Knight Moves is a 1992 thriller film, directed by Carl Schenkel and written by Brad Mirman, about a chess grandmaster who is accused of several grisly murders.

Plot
In 1972 David and Peter face each other in a chess match. David, the loser, stabs the winner Peter with a fountain pen. The loser's savage attack on his childhood opponent after his public humiliation and defeat leads to the dissolution of his parents' marriage. His father leaves forever, and the boy finds his mother dying from suicide from a slashed wrist, yet he ignores her and retrieves his locked-away chessboard. The boy spends the next twenty years in and out of asylums and foster care and is never seen again.

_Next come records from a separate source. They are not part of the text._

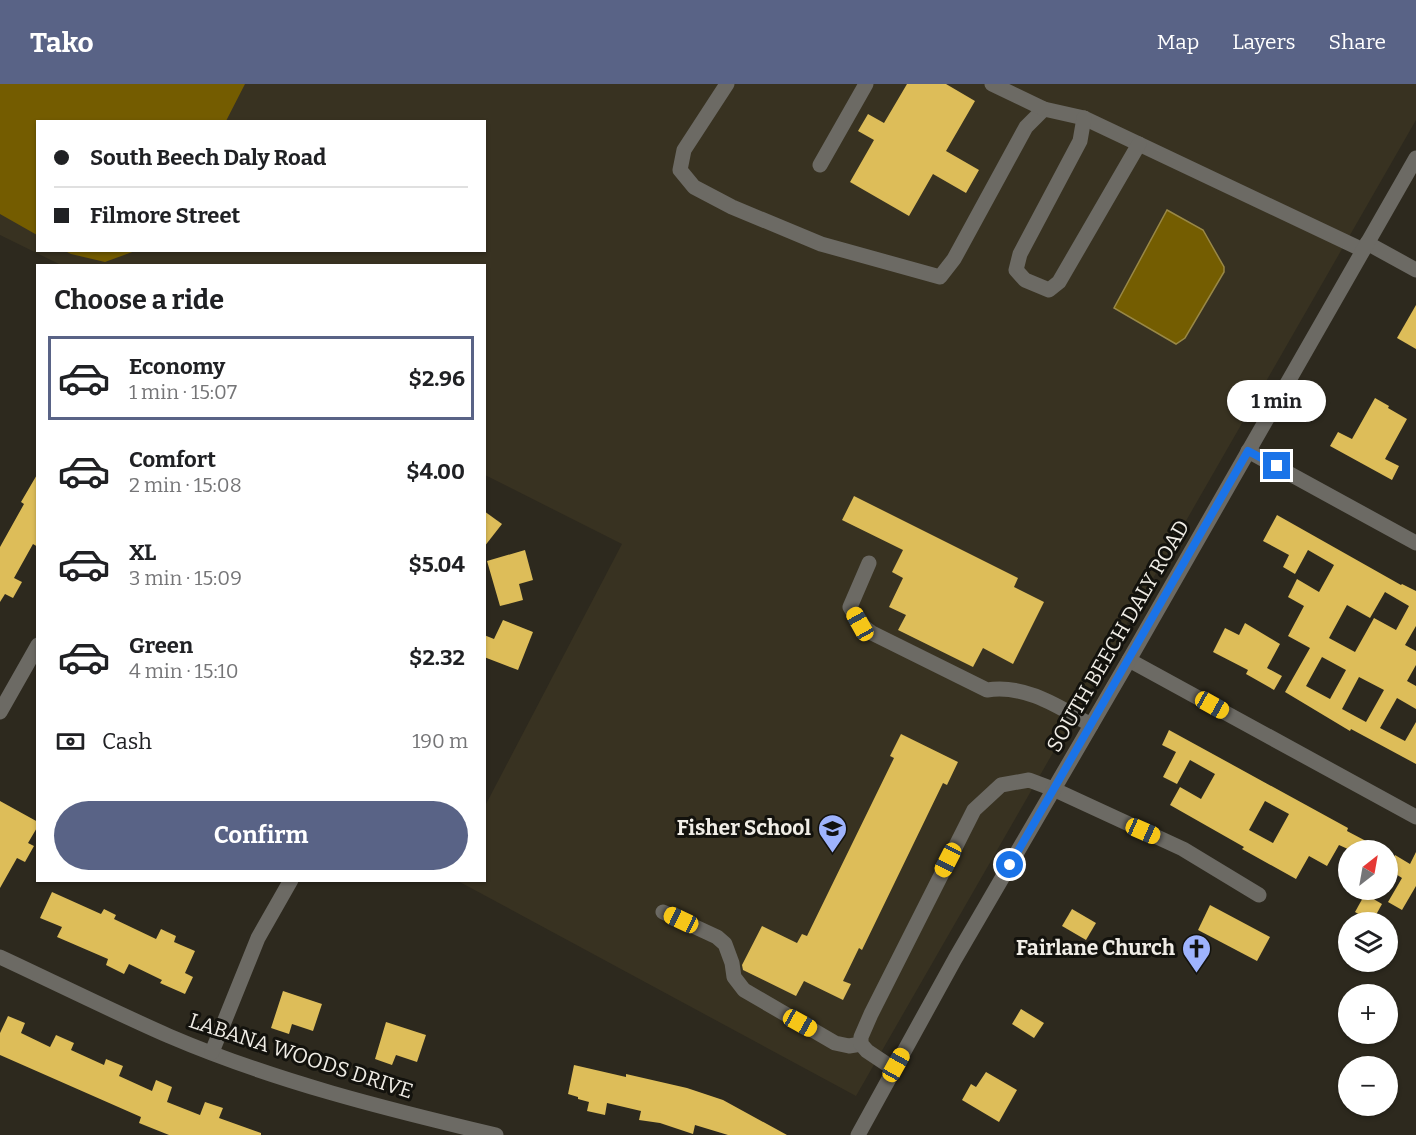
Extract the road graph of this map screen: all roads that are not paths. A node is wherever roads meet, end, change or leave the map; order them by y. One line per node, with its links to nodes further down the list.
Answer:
1 (727, 84): 4 (street)
2 (866, 84): 8 (street)
3 (992, 84): 4 (street)
4 (1044, 109): 5 (street)
5 (1084, 118): 6 (street); 6 (street)
6 (1139, 144): 9 (street)
7 (1416, 158): 9 (street, SOUTH BEECH DALY ROAD)
8 (820, 165)
9 (1365, 246): 10 (street); 11 (street, SOUTH BEECH DALY ROAD)
10 (1416, 270)
11 (1248, 451): 12 (street); 15 (street, SOUTH BEECH DALY ROAD)
12 (1416, 543)
13 (869, 563): 17 (street)
14 (36, 649): 16 (street)
15 (1129, 660): 17 (street, SOUTH BEECH DALY ROAD); 19 (street)
16 (0, 712)
17 (1091, 725): 18 (street, SOUTH BEECH DALY ROAD)
18 (1053, 789): 21 (street); 24 (street); 26 (street, SOUTH BEECH DALY ROAD)
19 (1416, 816)
20 (290, 882): 25 (street)
21 (1259, 895)
22 (663, 912): 24 (street)
23 (0, 957): 25 (street, LABANA WOODS DRIVE)
24 (861, 1044): 26 (street)
25 (212, 1052): 27 (street, LABANA WOODS DRIVE)
26 (894, 1069): 28 (street, SOUTH BEECH DALY ROAD)
27 (496, 1135)
28 (858, 1135)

In the meantime, Peter becomes one of the youngest, most successful chess grandmasters in history. A brilliant yet troubled widower with a beloved daughter, he suddenly finds himself a suspect in his casual lover's murder. When more homicides occur, newly-appointed Police Captain Frank Sedman and his partner Detective Andy Wagner determine that a serial killer is at work. As the chess master becomes more and more connected to the deaths, psychologist Kathy Sheppard is brought in to figure out if the chess prodigy is as innocent as he claims to be.

Cast

 Christopher Lambert as Peter Sanderson
 Diane Lane as Kathy Sheppard
 Tom Skerritt as Captain Frank Sedman
 Daniel Baldwin as Detective Andy Wagner
 Katharine Isabelle  as Erica Sanderson
 Charles Bailey-Gates as David Willerman
 Blu Mankuma as Steve Nolan
 Ferdy Mayne  as Jeremy Edmonds 
 Elizabeth Baldwin as Christie Eastman
 Rachel Hayward as  Last Victim
 Megan Leitch as Mother
 Codie Lucas Wilbee as David at nine
 Don Thompson as Father
 Joshua Murray  as Peter at fourteen
 Alex Diakun as Grandmaster Lutz
 Arthur Brauss as Viktor Yurilivich
 Elizabeth Barclay as Loraine Olson
 Aundrea MacDonald as Mary Albert
 Sam Malkin as Doctor Fulton
 Kymberly Sheppard as Detective Janet McLellan
 Deryl Hayes as Officer Harton
 Kehli O'Byrne as Debi Rutlege
 Monica Marko as Miss Greenwell

Production

Filming took place on location in Victoria, British Columbia, Canada.  The exterior of the hotel is actually Hatley Castle which is part of the Hatley Park National Historic Site. The interiors were filmed in a German studio as well as the Tea Lobby of the Fairmont Empress Hotel in Victoria.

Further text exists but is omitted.